Converting Currency Values in Numbers (#1532)

 Converting Currency Values in Numbers (#1532)


There are a lot of different ways to convert currency values in Numbers. Let's take a look at some of the functions. I'm going to start a Formula here by hitting the Equals key. On the right I'm going to search in functions for things that have to do with currency. So let me search for currency. You can see that there are four different functions here. So let's jump ahead and take a look at Currencyconvert which is a really simple one. So we look at the function here and it's currencyconvert value into currency-code. We can start with that. We'll convert say if I want to convert ten dollars. Since I'm set to be US English for the language it's going to assume dollars. So ten but I'm going to convert to Euros. I'm going to use the currency code for euro, EUR, as a string inside quotes. I'm going to get a result there. Now another thing I could have done is I could have provided a string here with a currency value in it.
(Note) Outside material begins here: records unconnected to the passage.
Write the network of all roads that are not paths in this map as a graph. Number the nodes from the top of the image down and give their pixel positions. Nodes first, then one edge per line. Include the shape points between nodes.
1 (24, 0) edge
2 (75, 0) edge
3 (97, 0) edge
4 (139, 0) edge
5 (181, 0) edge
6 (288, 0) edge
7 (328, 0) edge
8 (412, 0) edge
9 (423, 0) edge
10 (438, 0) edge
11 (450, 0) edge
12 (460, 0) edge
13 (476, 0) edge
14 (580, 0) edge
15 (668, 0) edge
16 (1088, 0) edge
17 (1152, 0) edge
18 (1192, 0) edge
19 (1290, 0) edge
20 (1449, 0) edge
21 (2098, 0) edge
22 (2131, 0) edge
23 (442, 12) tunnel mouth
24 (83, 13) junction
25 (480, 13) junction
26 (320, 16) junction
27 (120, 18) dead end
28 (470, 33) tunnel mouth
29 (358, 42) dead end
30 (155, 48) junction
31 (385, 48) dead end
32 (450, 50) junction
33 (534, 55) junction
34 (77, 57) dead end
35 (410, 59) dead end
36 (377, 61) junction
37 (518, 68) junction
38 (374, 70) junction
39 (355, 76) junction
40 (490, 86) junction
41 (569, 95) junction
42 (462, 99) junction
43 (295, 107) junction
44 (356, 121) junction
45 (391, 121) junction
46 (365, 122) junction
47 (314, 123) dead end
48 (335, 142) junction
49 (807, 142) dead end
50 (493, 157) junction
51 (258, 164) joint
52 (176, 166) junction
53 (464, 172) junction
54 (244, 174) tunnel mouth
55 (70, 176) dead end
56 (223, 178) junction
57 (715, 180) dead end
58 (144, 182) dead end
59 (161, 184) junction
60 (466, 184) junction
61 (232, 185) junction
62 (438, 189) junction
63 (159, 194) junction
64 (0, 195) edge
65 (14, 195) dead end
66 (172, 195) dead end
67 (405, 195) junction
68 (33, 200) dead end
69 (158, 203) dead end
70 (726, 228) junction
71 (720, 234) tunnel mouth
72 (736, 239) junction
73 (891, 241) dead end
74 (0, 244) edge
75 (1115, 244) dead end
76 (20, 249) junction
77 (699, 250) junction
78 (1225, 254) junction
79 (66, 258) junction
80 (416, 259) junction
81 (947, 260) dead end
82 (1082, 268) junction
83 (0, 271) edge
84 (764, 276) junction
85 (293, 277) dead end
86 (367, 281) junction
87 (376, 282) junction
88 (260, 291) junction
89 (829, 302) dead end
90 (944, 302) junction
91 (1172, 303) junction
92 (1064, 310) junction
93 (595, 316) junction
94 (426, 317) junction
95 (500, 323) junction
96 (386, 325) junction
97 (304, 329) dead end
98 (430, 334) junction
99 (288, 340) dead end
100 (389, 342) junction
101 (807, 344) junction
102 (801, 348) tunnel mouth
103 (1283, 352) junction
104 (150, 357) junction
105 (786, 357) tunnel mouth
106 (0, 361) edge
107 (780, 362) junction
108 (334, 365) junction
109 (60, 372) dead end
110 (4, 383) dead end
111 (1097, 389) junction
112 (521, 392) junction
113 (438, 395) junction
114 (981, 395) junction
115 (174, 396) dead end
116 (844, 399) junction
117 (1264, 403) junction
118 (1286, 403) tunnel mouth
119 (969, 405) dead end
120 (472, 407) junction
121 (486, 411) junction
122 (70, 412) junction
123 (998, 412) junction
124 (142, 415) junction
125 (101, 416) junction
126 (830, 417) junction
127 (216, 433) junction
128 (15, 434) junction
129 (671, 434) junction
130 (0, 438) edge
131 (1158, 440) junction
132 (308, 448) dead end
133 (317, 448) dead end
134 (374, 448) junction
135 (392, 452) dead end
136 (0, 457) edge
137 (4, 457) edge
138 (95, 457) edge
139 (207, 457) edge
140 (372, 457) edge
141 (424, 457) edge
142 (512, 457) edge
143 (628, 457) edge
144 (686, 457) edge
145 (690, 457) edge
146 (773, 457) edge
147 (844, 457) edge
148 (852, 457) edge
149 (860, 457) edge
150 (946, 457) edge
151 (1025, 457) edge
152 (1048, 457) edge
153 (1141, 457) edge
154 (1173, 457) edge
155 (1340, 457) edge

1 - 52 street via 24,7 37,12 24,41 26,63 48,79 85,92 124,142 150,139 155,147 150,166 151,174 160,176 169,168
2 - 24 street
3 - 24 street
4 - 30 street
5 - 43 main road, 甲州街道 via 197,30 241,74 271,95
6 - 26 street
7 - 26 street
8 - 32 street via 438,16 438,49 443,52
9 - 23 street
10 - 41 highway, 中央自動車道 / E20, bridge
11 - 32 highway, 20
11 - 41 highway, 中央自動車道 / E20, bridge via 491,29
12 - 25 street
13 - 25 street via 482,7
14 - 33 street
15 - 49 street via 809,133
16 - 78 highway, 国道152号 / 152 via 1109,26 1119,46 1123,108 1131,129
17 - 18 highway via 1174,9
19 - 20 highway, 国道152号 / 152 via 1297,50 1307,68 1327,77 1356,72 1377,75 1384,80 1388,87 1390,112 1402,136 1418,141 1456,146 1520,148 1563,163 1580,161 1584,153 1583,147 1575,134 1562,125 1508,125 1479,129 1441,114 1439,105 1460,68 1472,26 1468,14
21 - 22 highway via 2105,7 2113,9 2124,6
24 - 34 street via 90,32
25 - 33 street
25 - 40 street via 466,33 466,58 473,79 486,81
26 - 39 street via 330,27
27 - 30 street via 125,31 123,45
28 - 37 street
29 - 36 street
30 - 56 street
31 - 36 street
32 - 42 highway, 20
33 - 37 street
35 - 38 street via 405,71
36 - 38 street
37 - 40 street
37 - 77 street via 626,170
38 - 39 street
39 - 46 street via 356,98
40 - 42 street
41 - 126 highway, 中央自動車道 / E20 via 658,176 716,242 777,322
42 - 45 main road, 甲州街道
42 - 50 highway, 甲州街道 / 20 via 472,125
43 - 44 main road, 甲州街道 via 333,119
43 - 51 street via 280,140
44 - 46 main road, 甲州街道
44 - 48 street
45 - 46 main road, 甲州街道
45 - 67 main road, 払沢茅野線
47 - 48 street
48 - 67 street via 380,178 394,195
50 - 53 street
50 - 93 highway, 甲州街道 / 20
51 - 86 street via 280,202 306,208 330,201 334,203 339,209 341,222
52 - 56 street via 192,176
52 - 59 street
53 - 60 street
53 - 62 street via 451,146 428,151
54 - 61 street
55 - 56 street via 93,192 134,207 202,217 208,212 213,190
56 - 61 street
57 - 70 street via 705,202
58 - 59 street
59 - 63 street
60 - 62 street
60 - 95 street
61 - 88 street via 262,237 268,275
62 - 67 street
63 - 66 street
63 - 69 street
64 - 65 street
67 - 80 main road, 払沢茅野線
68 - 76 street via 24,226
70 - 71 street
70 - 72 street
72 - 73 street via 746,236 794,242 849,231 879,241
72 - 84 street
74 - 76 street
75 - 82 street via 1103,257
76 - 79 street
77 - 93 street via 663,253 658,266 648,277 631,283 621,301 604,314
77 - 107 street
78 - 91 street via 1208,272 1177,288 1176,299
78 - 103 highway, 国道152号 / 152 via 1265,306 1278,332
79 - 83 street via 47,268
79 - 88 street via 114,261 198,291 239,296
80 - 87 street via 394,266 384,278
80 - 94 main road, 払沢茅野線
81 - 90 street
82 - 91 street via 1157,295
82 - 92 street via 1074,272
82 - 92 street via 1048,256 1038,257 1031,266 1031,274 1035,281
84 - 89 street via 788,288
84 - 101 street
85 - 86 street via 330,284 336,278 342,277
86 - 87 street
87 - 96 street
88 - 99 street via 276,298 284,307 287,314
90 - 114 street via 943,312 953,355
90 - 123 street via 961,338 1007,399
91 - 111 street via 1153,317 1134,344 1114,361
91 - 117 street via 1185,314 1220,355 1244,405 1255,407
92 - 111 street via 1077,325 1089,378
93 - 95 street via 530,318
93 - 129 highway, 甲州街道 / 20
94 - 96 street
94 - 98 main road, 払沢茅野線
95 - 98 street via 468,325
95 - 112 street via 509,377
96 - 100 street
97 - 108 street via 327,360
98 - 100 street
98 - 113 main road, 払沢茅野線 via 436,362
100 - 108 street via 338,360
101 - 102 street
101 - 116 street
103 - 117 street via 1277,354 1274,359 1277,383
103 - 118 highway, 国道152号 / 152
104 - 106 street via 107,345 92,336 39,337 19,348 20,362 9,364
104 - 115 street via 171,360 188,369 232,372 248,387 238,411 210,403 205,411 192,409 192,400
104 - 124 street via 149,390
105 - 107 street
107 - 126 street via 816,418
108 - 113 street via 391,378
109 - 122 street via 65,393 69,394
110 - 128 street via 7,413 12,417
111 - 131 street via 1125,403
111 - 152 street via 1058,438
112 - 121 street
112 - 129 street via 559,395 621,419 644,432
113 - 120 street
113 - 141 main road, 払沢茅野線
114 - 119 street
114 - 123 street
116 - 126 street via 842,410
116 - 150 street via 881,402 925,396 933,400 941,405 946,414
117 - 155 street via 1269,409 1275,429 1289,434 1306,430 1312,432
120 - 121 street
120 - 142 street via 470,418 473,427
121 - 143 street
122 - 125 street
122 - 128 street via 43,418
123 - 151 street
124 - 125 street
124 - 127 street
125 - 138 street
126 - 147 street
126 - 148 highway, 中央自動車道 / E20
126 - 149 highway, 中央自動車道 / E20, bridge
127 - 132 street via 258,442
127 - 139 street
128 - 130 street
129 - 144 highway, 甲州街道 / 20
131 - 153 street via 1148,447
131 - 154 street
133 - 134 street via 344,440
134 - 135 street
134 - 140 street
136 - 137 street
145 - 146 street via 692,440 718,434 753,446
So 10 with the dollar sign, $, and it would work. That's one way to deal with making sure that you're in the right currency. Use a string instead of a number. If I was actually going to use something like $1in here and it's formatted as dollars then it would pick it up and make sure it uses the right currency. So I'll do currencyconvert. I'll select this cell as the value and I'll use the euro as the code. So that's a pretty simple way to do it. It's going to take the number from the previous days' close. So it's not a live currency update but it's close enough. It's just what it was at the end of yesterday. So for exact calculations you may want to have some more sophisticated financial software. But for just general things with what today's price is, this will work. Now let's take a look at some of the other functions. So we'll delete this formula here and we'll look at Currency. So Currency what it will do is it will convert from one currency to another and give you the price.

So, for instance, I can do Currency and I can say US dollars to euro and what it will give me is basically how much one dollar is in euros. I can put another parameter here and you can see there's a list of them. There's change, percent change, open, high, low, 52 week high, etc., etc. So I could basically go with say the open price from yesterday and it will give me that.

So you have some more functionality there. Now there are also some other ones here. CurrencyH which is historical. So not only can you get a lot of that same data for the current day but you can also set a date. So you can go, say, what was it the end of last week or a year ago. That kind of thing. There's also a currencycode function which will tell you the code for value. So if I were to do, let's say, currencycode select this which is know is a dollar amount I'm going to see that it is in US dollars. If this was in euros then it would put EUR. Now how about these codes. How do you figure out what they are. So you can see here in the description for all these functions that it says that the currency codes are defined by ISO 4217. So if we simply search for ISO 4217 we can find that in Wikipedia and quickly get to the table here where it tells you codes for different countries and currencies.